### WHAT YOU SHOULD DO
Determine which lines of the records include the word "edges", and copy them.

[Saved data entries]
________
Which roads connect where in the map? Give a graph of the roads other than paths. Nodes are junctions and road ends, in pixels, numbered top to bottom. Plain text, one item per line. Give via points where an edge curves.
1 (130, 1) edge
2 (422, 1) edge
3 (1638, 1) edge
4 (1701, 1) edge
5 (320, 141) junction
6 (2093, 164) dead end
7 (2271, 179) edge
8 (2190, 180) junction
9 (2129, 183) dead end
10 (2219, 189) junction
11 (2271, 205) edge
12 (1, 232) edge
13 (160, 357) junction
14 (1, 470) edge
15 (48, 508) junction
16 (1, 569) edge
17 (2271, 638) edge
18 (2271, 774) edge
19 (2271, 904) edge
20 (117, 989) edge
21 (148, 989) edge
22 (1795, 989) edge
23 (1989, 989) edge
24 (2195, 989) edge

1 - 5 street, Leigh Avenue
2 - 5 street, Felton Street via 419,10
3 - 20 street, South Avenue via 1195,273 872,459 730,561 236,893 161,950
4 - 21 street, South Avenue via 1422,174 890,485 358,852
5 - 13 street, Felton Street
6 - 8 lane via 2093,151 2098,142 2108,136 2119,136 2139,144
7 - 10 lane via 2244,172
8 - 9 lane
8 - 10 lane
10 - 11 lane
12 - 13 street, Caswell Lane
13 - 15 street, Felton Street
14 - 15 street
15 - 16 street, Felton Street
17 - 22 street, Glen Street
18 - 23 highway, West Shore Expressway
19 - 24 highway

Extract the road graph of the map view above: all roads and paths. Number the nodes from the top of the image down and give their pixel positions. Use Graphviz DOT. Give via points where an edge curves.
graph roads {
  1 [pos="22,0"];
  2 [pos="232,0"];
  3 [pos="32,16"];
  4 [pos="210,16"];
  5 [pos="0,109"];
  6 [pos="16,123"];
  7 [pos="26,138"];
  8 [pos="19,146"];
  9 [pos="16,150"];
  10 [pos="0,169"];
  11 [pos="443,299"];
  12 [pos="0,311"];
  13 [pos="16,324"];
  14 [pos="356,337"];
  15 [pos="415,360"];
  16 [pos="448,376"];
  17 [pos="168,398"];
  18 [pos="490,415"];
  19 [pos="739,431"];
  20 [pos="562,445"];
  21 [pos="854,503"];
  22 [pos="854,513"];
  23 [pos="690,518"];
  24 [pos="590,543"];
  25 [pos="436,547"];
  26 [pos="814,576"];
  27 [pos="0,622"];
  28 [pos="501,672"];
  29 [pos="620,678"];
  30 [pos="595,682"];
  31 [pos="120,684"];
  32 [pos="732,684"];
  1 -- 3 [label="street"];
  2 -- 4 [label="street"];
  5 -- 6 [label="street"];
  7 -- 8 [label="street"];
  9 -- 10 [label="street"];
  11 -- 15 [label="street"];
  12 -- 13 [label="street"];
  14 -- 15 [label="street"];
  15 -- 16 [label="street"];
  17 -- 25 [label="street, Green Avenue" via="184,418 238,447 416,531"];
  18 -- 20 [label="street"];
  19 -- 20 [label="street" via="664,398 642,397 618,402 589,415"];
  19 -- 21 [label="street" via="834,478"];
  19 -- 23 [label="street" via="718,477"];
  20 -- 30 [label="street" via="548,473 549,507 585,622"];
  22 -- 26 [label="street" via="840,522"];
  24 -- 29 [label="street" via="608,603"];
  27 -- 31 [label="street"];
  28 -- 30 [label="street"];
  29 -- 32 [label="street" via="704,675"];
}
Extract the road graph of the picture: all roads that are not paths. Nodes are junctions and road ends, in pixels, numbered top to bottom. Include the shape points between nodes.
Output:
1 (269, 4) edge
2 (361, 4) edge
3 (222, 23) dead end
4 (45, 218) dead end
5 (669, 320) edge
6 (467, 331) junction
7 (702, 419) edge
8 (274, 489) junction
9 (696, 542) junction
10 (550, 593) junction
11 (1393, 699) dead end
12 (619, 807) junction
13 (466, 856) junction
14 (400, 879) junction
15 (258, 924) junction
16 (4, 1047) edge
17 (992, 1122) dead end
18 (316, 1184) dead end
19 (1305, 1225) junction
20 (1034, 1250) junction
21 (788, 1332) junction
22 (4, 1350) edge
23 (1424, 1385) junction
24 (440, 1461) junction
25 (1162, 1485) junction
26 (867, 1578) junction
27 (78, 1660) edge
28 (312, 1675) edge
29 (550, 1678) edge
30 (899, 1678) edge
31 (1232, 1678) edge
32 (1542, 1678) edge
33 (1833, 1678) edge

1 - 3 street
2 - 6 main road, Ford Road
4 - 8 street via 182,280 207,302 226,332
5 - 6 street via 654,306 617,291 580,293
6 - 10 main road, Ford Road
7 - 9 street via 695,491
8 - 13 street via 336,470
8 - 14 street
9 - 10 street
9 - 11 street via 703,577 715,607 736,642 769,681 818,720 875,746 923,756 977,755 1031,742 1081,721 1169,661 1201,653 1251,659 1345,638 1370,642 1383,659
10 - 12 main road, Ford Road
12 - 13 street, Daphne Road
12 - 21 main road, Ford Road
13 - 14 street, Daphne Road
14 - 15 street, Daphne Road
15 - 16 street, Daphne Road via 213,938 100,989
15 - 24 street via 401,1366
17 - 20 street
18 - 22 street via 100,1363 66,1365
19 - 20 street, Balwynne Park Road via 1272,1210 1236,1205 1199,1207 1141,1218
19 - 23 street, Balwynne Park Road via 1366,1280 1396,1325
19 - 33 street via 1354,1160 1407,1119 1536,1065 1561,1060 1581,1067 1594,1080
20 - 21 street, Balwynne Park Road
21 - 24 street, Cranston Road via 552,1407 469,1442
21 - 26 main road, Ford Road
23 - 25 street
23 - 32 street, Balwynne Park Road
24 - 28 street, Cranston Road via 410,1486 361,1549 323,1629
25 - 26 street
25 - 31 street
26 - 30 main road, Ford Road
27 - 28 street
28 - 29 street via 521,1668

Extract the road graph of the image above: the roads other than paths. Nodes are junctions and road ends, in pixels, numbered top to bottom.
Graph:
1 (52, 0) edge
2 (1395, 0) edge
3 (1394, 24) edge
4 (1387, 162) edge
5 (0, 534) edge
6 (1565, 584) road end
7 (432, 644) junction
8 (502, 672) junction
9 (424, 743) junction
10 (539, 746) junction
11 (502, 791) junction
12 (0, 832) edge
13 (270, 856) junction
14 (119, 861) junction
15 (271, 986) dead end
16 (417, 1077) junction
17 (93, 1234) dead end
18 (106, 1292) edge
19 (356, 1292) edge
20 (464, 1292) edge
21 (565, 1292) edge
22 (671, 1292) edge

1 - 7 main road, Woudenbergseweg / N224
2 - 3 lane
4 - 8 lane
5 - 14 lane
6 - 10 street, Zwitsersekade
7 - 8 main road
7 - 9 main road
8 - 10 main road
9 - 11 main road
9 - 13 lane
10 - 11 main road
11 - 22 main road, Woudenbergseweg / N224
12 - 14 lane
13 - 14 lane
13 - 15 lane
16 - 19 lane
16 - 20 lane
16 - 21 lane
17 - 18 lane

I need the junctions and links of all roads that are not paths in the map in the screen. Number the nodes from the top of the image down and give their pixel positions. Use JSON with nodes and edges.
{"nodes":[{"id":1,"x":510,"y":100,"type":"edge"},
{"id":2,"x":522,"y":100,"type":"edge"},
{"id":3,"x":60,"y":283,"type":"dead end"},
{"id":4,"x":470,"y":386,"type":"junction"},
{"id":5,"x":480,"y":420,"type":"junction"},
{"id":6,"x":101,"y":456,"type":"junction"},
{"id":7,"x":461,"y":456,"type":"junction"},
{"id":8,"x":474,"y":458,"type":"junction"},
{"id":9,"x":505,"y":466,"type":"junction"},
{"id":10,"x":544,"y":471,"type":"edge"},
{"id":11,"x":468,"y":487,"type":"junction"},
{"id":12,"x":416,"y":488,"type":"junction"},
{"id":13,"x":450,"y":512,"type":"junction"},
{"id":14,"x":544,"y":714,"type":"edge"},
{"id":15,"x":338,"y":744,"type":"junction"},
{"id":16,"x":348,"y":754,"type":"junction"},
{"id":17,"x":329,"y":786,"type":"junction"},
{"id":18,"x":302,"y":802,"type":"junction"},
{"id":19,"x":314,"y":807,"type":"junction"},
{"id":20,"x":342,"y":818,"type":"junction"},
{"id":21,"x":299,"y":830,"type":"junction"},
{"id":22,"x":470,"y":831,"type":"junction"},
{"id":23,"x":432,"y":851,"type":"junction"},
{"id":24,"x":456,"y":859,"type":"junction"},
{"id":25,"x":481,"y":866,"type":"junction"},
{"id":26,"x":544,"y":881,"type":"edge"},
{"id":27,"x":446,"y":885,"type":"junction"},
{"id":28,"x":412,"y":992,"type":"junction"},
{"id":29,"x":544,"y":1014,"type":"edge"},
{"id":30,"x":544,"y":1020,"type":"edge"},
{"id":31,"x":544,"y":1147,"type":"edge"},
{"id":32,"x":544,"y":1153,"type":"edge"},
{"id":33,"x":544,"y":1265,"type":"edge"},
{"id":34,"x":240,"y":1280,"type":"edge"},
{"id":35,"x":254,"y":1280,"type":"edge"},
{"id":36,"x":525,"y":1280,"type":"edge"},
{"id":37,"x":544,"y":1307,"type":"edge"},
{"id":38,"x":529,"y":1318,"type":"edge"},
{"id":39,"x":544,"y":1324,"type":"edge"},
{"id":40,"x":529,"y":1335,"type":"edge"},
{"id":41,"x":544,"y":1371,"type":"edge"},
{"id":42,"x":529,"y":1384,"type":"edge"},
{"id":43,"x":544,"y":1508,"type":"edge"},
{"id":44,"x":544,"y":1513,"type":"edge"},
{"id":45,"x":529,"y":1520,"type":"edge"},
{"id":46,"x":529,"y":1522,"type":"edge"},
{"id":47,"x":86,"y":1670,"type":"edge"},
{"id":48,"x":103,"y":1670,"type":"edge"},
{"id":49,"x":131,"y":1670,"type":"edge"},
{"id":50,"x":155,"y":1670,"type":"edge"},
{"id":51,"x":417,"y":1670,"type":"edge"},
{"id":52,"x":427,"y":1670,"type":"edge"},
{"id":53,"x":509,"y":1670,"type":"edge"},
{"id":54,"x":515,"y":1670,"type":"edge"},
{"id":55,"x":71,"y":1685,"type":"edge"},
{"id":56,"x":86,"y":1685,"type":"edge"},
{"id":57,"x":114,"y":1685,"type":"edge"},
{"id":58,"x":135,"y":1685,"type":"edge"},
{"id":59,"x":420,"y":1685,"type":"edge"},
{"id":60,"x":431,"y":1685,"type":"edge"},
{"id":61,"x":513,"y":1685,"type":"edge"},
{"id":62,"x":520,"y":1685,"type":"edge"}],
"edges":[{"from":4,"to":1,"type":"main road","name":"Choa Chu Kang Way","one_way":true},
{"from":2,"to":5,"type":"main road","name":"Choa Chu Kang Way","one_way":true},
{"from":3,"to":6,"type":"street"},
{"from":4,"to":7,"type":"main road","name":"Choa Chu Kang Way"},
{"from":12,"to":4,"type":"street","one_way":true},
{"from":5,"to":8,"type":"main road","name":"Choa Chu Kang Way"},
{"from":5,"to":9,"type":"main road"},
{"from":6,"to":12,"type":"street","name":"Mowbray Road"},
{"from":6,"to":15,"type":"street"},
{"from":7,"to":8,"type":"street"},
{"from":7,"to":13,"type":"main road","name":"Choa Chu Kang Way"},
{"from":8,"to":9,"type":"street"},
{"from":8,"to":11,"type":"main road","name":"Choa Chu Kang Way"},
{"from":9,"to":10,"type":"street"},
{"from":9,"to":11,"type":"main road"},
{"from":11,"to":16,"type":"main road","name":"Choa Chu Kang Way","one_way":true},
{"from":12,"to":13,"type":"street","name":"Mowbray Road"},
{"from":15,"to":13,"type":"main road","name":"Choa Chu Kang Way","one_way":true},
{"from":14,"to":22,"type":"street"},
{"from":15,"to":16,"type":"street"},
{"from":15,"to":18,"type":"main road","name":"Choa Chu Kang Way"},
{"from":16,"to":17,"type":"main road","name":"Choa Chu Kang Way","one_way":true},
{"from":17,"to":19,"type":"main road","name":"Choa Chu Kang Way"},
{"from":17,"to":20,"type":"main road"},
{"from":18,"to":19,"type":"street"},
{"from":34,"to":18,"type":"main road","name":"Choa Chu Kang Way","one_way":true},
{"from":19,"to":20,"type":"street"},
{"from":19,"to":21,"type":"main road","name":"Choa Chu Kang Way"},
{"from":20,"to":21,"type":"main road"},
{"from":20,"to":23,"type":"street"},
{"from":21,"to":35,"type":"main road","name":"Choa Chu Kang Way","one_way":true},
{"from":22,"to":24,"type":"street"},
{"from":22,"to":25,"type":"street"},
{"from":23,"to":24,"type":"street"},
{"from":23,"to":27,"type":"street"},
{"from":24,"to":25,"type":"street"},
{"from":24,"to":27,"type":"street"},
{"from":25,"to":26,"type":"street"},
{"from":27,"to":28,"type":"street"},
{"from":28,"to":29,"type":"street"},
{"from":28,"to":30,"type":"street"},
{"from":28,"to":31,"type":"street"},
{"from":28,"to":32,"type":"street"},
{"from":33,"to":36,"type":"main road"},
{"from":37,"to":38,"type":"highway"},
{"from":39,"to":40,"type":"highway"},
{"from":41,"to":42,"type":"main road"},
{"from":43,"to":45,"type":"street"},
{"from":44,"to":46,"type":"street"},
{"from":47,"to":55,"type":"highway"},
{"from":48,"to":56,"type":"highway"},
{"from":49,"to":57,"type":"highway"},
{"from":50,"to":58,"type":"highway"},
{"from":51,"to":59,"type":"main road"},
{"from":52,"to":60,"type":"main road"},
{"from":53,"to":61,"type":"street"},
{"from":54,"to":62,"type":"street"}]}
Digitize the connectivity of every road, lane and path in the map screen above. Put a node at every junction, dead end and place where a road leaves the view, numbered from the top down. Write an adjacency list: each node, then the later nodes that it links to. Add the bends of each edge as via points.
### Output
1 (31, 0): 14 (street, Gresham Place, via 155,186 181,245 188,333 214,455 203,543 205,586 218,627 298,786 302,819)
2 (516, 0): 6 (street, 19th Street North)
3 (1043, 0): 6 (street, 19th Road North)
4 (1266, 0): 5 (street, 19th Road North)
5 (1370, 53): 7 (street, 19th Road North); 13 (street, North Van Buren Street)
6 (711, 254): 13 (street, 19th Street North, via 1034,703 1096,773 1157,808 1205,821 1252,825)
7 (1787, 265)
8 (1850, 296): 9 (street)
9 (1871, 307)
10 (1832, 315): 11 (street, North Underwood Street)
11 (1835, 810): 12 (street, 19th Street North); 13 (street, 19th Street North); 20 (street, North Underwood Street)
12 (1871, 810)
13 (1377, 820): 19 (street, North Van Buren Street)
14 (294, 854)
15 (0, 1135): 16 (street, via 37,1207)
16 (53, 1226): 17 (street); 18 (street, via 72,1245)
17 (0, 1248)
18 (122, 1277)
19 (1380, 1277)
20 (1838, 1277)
________
### ANSWER
I need the junctions and links of all roads that are not paths in the map in the screen. Number the nodes from the top of the image down and give their pixel positions. Use JSON with nodes and edges.
"edges":[{"from":4,"to":1,"type":"main road","name":"Choa Chu Kang Way","one_way":true},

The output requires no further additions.